A new Not for Profit business in Victoria will provide affordable computer services to small and medium sized business, and health and welfare organisations.

In the inner suburban City of Yarra a social enterprise called Yarra Assist has been launched to employ up to 25 people at the Atherton Gardens public housing estate.

Minister for Victorian Communities John Thwaites says the initiative will help break the cycle of unemployment and disadvantage by helping people into work and training and help bridge the digital divide for estate families and local health and welfare organisations.

Thwaites says the Atherton Gardens community was working with the Office of Housing and police to build neighbourhood support networks that had resulted in reduced crime and an improved feeling of safety on the estate.

Reports of drug use, vandalism, wilful damage and loitering had dropped significantly since the introduction of the Neighbourhood Renewal “self-help” program which had created jobs and training opportunities.

The new Yarra Assist enterprise will provide affordable computer support services and offer Internet access and computer hardware at affordable prices to local businesses, health and welfare organisations.

The Minister says Yarra Assist is helping people to help themselves, and it is projects like this that can permanently break the cycle of unemployment and disadvantage.

People on housing estates like Atherton Gardens are among the most disadvantaged groups in the community.
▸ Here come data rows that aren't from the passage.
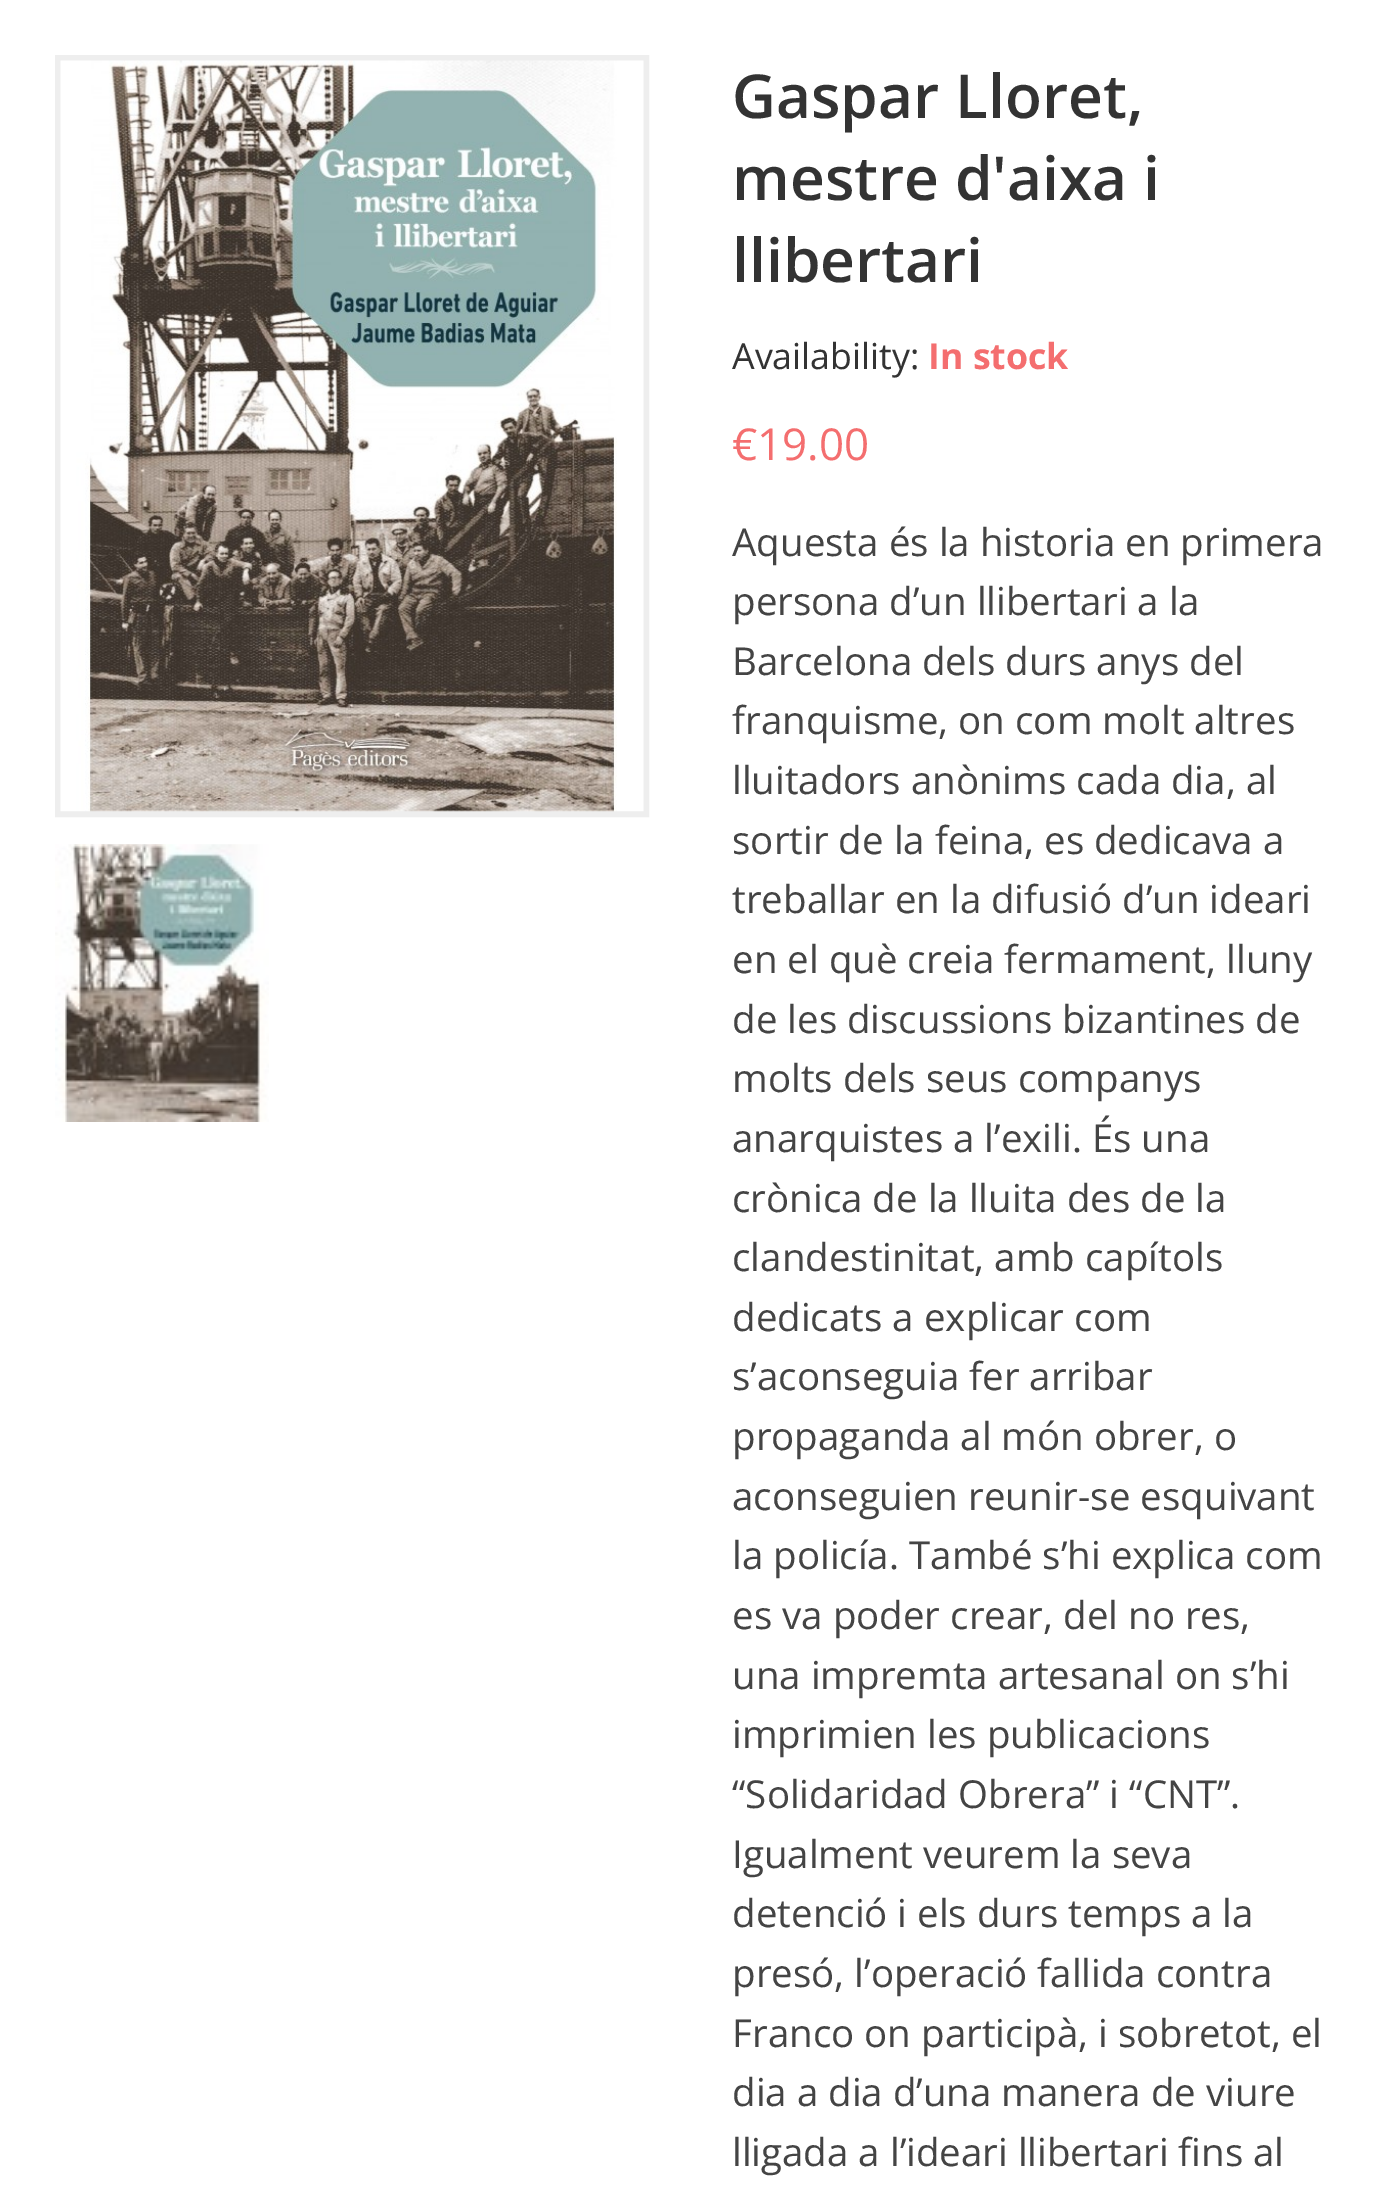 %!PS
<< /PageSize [1380 2195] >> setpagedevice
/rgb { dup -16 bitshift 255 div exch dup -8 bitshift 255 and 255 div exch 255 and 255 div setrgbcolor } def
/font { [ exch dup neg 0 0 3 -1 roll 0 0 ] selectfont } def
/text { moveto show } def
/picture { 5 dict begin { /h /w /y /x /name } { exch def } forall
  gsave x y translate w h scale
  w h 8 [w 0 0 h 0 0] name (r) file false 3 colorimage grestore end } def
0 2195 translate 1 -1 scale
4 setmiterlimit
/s1 { /OpenSans-SemiBold 60.5 font 16#333333 rgb } def
/s2 { /OpenSans-Regular 35.75 font 16#333333 rgb } def
/s3 { /OpenSans-Bold 35.75 font 16#F46E6F rgb } def
/s4 { /OpenSans-Regular 44 font 16#F46E6F rgb } def
/s5 { /OpenSans-Regular 38.5 font 16#444444 rgb } def
16#FFFFFF rgb
0 0 1380 2195 rectfill
16#EEEEEE rgb
6 setlinewidth
58 58 588 756 rectstroke
(pic1.raw) 60 60 584 752 picture
(pic2.raw) 55 844 214 278 picture
s1
(Gaspar Lloret,) 732 118 text
(mestre d'aixa i) 732 200 text
(llibertari) 732 282 text
s2
(Availability:) 732 369 text
s3
(In stock) 928 369 text
s4
(€19.00) 732 460 text
s5
(Aquesta és la historia en primera) 732 556 text
(persona d’un llibertari a la) 732 615 text
(Barcelona dels durs anys del) 732 675 text
(franquisme, on com molt altres) 732 734 text
(lluitadors anònims cada dia, al) 732 794 text
(sortir de la feina, es dedicava a) 732 854 text
(treballar en la difusió d’un ideari) 732 913 text
(en el què creia fermament, lluny) 732 973 text
(de les discussions bizantines de) 732 1033 text
(molts dels seus companys) 732 1092 text
(anarquistes a l’exili. És una) 732 1152 text
(crònica de la lluita des de la) 732 1212 text
(clandestinitat, amb capítols) 732 1271 text
(dedicats a explicar com) 732 1331 text
(s’aconseguia fer arribar) 732 1390 text
(propaganda al món obrer, o) 732 1450 text
(aconseguien reunir-se esquivant) 732 1510 text
(la policía. També s’hi explica com) 732 1569 text
(es va poder crear, del no res,) 732 1629 text
(una impremta artesanal on s’hi) 732 1689 text
(imprimien les publicacions) 732 1748 text
(“Solidaridad Obrera” i “CNT”.) 732 1808 text
(Igualment veurem la seva) 732 1868 text
(detenció i els durs temps a la) 732 1927 text
(presó, l’operació fallida contra) 732 1987 text
(Franco on participà, i sobretot, el) 732 2047 text
(dia a dia d’una manera de viure) 732 2106 text
(lligada a l’ideari llibertari fins al) 732 2166 text
showpage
Many face language and cultural barriers and a lack of education or vocational skills.

Yarra Assist will initially employ 10 people and plans to increase its staff to 25.

Yarra Assist flows from Electronic – Atherton Community Enterprise (e-ACE), a project that received an $860,000 Community Support Fund grant in 2002 to address the “digital disadvantage” suffered by low-income families.

Each of the 600 participating Atherton Gardens households received a recycled PC, email access and a community intranet, which included news in multiple languages, and affordable access to the Internet.

Through the use of technology the project aims to can improve the social, economic and environmental circumstances of the public housing estate community giving residents the opportunity to learn new skills, adapt to technology and gain better access to health and employment services.

Infoxchange Australia has extended the e-ACE model to a number of other public housing estates and Neighbourhood Renewal areas including nearby Collingwood, Richmond and Broadmeadows.